E dopo la Sfida, quanti sanno che accadde l’unico episodio a cui parteciparono le milizie barlettane che attaccarono quelle francesi che avevano assediato Andria, uscendone vittoriose? Per non parlare della città, allora caput regionis e una delle più ricche del Regno; e poi delle sue chiese, dei suoi palazzi, delle sue botteghe, delle sue industrie, delle sue campagne e dei suoi casali, del suo porto e dei suoi commerci.
Evitare gli eccessi interpretativi a danno del suo risvolto immaginifico A fronte di questo straordinario scenario, finora ci siamo ritrovati a rievocare la Disfida oppure a rimpiangerne la mancata rievocazione, in un’ottica quasi esclusivamente folcloristica, confinata alla riedizione estiva con risvolti prevalentemente turistici.
Ebbene sia anche questo, ma vivaddio, speriamo sia finalmente venuto il tempo di riscoprire la vera storia della Disfida e dei suoi retroscena nella cornice di un più lungo periodo, qual è quello della occupazione spagnola di Barletta.
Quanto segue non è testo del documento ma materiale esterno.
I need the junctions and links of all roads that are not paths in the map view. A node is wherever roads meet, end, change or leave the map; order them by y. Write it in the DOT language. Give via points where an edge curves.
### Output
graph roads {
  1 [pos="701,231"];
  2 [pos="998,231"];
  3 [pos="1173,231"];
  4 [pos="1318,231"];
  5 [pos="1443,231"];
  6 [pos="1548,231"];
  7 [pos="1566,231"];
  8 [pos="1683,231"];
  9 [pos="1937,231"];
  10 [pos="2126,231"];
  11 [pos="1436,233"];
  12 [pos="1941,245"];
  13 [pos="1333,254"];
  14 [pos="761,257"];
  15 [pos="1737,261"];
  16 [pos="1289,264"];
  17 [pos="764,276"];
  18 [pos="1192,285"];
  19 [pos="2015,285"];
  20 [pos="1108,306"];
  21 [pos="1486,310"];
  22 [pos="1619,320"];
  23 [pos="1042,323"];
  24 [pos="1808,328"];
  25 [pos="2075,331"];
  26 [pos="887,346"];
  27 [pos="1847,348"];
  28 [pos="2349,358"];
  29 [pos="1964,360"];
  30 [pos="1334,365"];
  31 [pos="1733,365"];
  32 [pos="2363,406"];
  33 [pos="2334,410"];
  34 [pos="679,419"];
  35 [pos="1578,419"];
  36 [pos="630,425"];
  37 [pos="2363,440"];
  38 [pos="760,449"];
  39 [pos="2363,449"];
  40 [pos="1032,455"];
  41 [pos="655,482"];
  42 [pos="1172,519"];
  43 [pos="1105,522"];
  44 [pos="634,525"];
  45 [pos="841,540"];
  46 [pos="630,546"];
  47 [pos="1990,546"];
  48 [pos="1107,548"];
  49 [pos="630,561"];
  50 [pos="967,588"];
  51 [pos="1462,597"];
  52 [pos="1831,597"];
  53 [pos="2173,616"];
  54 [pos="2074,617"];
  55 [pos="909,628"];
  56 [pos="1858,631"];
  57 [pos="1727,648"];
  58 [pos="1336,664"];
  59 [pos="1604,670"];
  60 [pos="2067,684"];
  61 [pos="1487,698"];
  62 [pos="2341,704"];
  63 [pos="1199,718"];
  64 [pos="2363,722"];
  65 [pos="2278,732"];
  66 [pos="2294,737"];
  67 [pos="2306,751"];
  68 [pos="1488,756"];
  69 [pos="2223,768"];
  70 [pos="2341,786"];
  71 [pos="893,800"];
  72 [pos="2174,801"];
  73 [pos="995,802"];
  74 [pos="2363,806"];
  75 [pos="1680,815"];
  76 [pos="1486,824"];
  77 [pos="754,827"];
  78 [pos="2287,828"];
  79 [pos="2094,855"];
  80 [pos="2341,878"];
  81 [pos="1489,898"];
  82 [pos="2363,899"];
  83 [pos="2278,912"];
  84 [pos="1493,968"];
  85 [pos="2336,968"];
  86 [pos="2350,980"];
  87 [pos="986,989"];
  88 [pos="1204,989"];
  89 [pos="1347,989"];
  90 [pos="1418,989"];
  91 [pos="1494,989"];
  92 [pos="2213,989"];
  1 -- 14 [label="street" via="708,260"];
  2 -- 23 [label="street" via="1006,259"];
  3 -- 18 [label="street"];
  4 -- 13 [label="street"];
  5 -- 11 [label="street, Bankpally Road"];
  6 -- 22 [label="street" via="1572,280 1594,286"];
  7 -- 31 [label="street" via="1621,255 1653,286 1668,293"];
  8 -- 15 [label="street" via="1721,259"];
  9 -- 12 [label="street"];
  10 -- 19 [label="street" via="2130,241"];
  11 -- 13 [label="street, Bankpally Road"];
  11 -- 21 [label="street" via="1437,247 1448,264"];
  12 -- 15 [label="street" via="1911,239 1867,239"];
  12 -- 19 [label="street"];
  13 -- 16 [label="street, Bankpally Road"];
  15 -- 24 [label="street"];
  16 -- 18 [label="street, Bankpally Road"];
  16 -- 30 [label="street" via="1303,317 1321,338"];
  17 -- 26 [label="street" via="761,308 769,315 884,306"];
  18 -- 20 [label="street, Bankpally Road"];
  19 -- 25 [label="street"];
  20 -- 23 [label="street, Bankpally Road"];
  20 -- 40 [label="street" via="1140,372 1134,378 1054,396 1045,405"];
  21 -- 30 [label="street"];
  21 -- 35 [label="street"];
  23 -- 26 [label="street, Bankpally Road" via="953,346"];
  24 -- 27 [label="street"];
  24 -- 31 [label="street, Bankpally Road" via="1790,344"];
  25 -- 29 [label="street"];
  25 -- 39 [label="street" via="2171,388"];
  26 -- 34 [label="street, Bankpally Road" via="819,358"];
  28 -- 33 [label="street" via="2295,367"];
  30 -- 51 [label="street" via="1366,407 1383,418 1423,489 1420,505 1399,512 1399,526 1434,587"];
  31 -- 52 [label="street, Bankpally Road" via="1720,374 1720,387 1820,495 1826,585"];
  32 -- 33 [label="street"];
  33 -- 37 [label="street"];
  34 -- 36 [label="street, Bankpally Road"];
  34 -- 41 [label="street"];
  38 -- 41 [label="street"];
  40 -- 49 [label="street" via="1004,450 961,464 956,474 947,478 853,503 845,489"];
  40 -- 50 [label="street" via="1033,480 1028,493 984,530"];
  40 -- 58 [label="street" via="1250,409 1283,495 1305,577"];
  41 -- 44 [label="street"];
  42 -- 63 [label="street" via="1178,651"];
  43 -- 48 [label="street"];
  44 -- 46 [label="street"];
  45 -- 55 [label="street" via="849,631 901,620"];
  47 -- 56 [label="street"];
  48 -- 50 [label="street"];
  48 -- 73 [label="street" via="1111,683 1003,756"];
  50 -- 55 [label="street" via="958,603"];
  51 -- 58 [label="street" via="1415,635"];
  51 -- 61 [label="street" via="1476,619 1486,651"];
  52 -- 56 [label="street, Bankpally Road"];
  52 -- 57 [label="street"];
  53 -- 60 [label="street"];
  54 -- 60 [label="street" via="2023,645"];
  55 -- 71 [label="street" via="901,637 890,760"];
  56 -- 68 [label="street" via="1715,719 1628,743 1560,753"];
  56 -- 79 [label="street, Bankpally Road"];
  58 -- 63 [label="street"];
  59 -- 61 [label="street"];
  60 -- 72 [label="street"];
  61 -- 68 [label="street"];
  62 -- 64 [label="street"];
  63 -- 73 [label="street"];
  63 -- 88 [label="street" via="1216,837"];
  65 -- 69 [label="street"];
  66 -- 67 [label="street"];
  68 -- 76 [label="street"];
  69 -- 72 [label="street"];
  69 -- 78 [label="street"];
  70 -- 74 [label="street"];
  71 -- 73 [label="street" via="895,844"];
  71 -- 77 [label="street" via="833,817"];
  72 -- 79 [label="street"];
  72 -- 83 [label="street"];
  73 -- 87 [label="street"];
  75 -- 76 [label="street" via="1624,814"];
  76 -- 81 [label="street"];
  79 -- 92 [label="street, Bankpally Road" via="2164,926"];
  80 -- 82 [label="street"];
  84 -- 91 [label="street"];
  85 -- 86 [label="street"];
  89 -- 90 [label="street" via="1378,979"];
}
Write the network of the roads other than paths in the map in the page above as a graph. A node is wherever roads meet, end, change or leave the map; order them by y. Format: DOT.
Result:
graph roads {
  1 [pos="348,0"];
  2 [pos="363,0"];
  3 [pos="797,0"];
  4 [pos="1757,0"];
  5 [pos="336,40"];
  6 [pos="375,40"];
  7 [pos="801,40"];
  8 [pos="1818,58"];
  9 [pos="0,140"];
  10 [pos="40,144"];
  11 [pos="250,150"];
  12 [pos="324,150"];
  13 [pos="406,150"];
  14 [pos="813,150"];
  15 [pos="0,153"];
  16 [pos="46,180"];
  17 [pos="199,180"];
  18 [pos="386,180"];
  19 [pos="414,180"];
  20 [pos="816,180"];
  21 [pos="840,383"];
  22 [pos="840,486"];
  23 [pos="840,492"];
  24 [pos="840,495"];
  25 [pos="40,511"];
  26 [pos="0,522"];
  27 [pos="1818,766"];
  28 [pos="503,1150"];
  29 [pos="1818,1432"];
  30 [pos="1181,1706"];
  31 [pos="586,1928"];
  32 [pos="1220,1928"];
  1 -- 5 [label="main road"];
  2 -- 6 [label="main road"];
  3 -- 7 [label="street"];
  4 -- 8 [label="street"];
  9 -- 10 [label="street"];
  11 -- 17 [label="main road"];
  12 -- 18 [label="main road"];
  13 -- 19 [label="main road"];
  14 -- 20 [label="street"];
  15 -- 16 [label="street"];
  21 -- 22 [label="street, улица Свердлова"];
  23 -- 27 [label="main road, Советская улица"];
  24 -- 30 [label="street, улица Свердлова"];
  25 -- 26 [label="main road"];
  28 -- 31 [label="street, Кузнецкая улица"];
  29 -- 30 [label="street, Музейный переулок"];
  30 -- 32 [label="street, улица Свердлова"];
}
Pur consapevoli di correre il rischio di restare ostaggi del romanticismo risorgimentale del d’Azeglio, esageratamente carico di enfasi patriottica, e di essere etichettati come ingenui dilettanti, ingessati in una sorta di anacronismo romantico, non possiamo non denunciare il pericolo che si annida dietro uno sforzo interpretativo riduttivo di quegli eventi, diretto al ridimensionamento del suo contesto storico evocativo attraverso una lettura critica estremizzata, col rischio di delegittimare alcuni aspetti della nostra consolidata tradizione, che riguardano il suo risvolto immaginifico o – per dirla con Giovanni Brizzi – il suo “sostrato immateriale”, senza del quale la storia locale è ridotta ad arida sterile ricostruzione.
Massimo rigore storiografico sui dettagli, a scapito del risvolto eroico dell’impresa e dei suoi personaggi più rappresentativi come quando si vuole ridimensionare la figura di Ettore Fieramosca per esaltare quella di Consalvo da Cordova (ammesso che il Fieramosca fosse un comune mercenario, ma così non è, perché “era egli di nobili ascendenti e di animo generoso”, come lo ricorda il Galateo nei suoi “Notamenti”, alla corte di re Ferdinando d’Aragona).
Oppure quando si vuole negare alla Cantina la sua consolidata tradizionale - sia pure leggendaria - identificazione con la Cantina della Sfida… Sarebbe come voler negare la fantasiosa romantica attribuzione - a Verona - del balcone di Giulietta.
Mentre noi riteniamo che il miglior modo di ricordare la Disfida sia quello di evitare due eccessi egualmente dannosi: da un lato una esagerata enfatizzazione dell’avvenimento, ma dall’altra una sua esasperata interpretazione, relegando l’evento ad un trascurabile episodio quale poteva essere uno dei tanti certami del tempo, frutto di una rissa fra cavalieri di ventura che s’erano sbronzati in una sordida Cantina. E invece essa rappresenta l’ultimo episodio di una cavalleria romantica al suo tramonto, prima d’essere sostituita dalla polvere da sparo e dai cannoni, la prima fiammella d’italianità dopo il collasso informativo dei secoli bui del Medioevo.